Description:

A Bayesian semi-parametric model for functional near-infrared spectroscopy data

Timothy D. Johnson, Professor, Department of Biostatistics, School of Public Health, University of Michigan

Abstract: Functional near-infrared spectroscopy (fNIRS) is a relatively new neuroimaging technique. It is a low cost, portable, and non-invasive method to monitor brain activity. Similar to fMRI, it measures changes in the level of blood oxygen in the brain. Its time resolution is much finer than fMRI, however its spatial resolution is much courser—similar to EEG or MEG. fNIRS is finding widespread use on young children that have trouble staying still in the MRI magnet and it can be used in situations where fMRI is contraindicated—such as chochlear implant patients.
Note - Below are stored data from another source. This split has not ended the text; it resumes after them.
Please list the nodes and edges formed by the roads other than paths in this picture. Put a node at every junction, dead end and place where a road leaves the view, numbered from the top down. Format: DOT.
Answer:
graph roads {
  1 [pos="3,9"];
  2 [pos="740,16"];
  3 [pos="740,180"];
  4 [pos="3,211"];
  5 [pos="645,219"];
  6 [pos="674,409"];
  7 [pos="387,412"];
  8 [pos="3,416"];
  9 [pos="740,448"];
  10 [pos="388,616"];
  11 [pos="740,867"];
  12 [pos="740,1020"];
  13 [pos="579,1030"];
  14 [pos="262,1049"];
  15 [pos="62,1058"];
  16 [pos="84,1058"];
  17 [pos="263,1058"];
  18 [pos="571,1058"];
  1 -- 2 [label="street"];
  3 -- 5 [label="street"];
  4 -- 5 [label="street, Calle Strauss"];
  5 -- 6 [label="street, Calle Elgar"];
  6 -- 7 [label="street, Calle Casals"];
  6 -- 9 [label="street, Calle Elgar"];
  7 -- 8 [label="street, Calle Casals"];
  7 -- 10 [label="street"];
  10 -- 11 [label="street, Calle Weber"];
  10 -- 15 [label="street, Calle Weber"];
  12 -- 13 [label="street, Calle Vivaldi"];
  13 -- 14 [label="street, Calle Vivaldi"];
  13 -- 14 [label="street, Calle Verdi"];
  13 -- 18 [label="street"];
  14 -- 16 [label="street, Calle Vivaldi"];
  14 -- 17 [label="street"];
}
In this talk, I propose a fully Bayesian semi-parametric model to analyze fNIRS data. The hemodynamic response function is modeled with the canonical HRF. The model error and the autoregressive process vary with time and are modeled in the dynamic linear model framework. The low frequency drift is modeled non-parameterically with a variable B-spline model (both locations and number of knots are allowed to vary). Although motion is not as big an issue as in fMRI, it can still cause huge inferential bias and poor statistical properties if not handled appropriately. The variable B-spline model not only models the low frequency drift, but will regress out motion artifacts as well. Most methods require motion to be removed prior to statistical analysis except one, which I refer to as the ARIRLS model. Via simulation studies, I show that this Bayesian model easily handles motion artifacts and results in better statistical properties than the AR-IRLS model. I then show its performance on real data.